[Supplied entries]
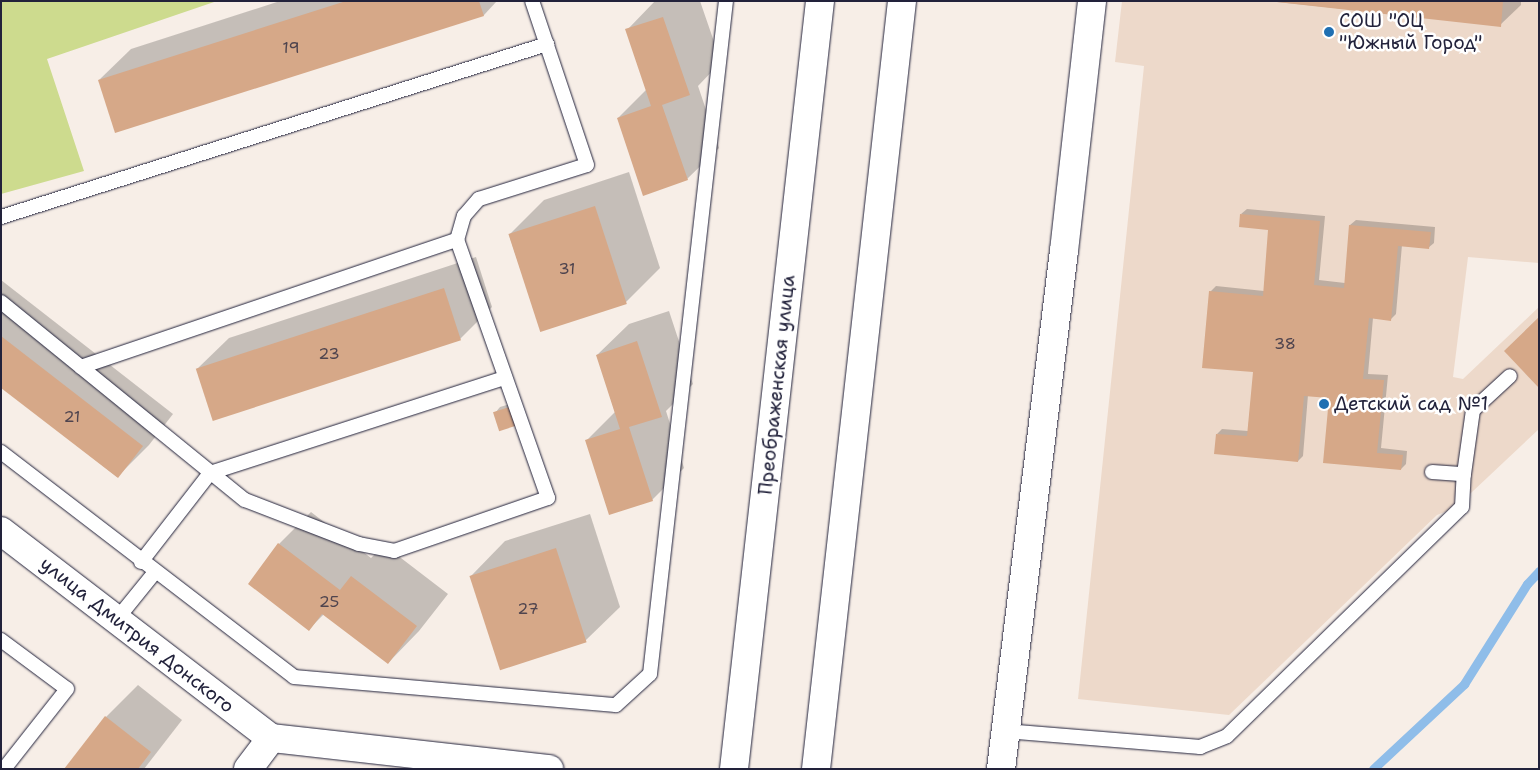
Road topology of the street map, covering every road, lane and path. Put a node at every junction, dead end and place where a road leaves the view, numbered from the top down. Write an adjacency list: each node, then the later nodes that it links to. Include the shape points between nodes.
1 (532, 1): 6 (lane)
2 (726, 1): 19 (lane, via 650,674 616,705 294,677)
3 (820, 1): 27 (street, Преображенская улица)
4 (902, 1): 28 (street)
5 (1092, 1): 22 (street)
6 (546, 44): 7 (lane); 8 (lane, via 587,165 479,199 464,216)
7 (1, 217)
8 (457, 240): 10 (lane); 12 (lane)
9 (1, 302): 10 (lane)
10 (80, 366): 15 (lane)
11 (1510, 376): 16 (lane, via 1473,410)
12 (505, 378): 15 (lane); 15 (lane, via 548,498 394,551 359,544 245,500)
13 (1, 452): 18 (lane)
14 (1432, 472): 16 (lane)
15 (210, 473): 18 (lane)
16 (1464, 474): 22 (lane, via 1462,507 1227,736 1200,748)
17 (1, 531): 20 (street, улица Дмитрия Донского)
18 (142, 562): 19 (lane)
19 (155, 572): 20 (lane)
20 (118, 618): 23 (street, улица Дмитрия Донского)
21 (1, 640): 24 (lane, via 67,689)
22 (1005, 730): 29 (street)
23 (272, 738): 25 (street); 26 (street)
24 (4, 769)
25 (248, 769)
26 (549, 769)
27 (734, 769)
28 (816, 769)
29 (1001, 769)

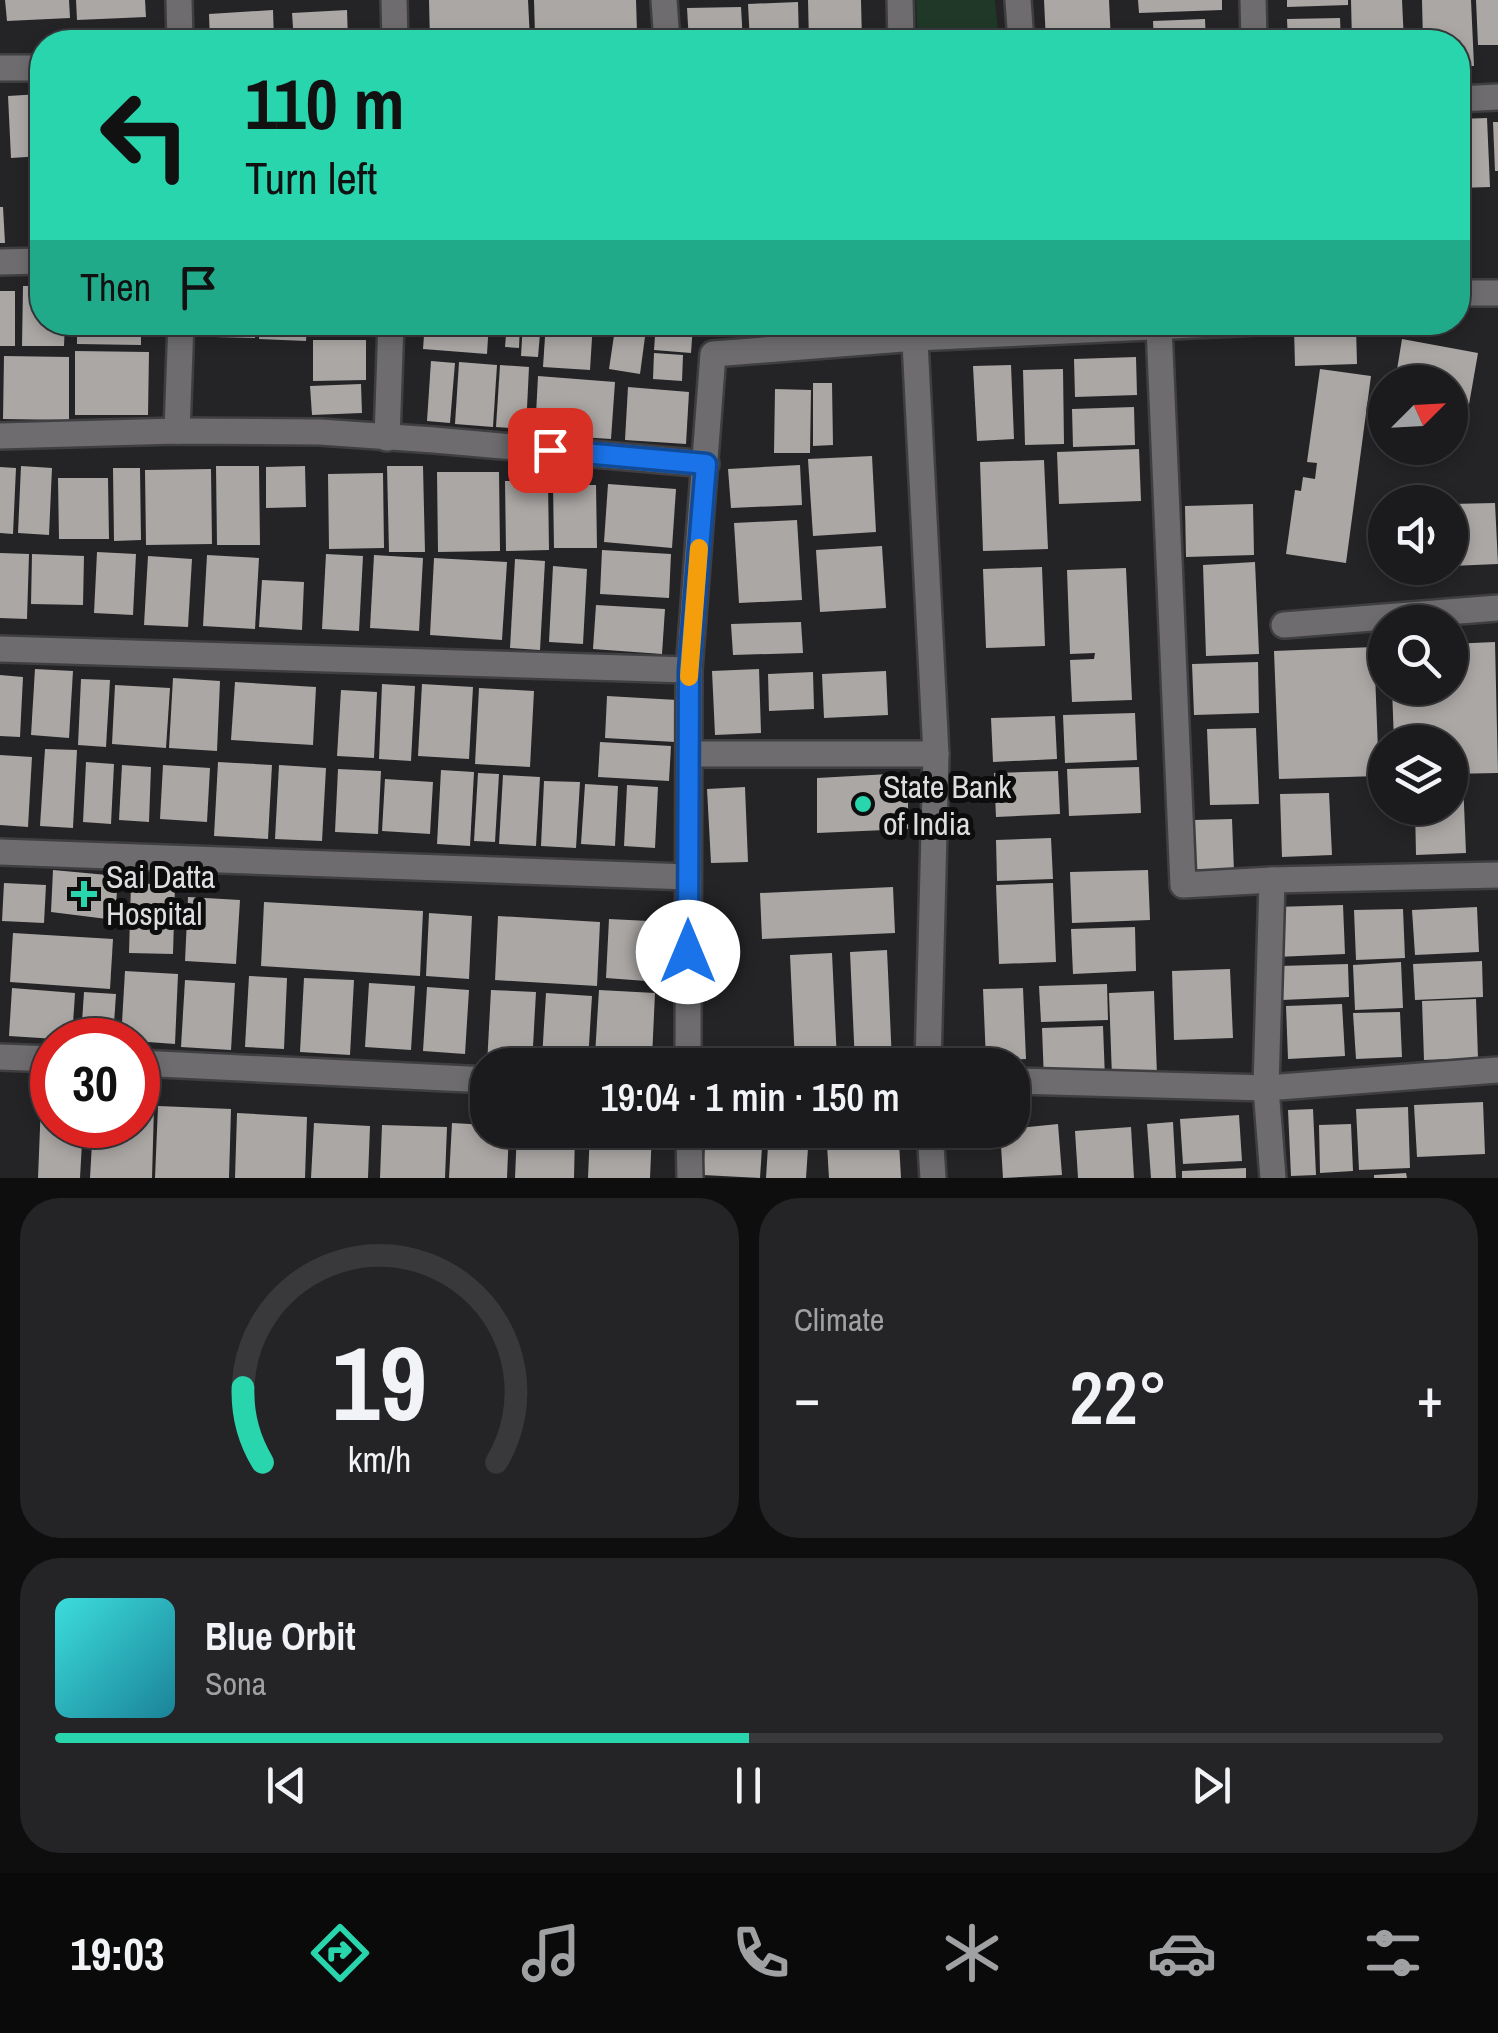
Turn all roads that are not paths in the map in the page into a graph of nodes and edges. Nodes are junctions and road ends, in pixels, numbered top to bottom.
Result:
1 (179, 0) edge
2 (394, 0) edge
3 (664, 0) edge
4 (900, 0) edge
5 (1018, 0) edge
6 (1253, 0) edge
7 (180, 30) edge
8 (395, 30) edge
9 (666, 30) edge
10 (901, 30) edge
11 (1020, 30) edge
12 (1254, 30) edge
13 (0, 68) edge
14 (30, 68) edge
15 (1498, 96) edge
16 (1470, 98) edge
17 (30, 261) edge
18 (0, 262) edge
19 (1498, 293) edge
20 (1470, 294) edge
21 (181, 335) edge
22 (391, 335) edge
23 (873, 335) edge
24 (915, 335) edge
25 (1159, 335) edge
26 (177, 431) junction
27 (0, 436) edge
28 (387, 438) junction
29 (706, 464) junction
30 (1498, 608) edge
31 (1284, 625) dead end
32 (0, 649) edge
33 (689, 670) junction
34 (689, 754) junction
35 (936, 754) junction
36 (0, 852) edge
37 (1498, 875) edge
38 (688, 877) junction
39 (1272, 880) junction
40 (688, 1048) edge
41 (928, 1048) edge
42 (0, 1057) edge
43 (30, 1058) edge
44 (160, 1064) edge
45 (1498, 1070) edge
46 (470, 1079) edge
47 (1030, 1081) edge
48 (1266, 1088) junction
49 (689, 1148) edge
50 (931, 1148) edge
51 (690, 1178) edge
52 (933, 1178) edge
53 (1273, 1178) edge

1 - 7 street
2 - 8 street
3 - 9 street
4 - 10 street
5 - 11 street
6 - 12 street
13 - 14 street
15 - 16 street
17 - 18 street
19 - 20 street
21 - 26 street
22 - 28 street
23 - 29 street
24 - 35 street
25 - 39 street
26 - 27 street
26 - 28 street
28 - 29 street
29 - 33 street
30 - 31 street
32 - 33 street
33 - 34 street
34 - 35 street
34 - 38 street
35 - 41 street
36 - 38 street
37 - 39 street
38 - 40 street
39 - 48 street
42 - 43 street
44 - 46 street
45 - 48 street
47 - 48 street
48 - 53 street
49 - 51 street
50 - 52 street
[/Supplied entries]
» What is being asked
For every line of the material that holds the word "Донского", make a copy.

» Task result
17 (1, 531): 20 (street, улица Дмитрия Донского)
20 (118, 618): 23 (street, улица Дмитрия Донского)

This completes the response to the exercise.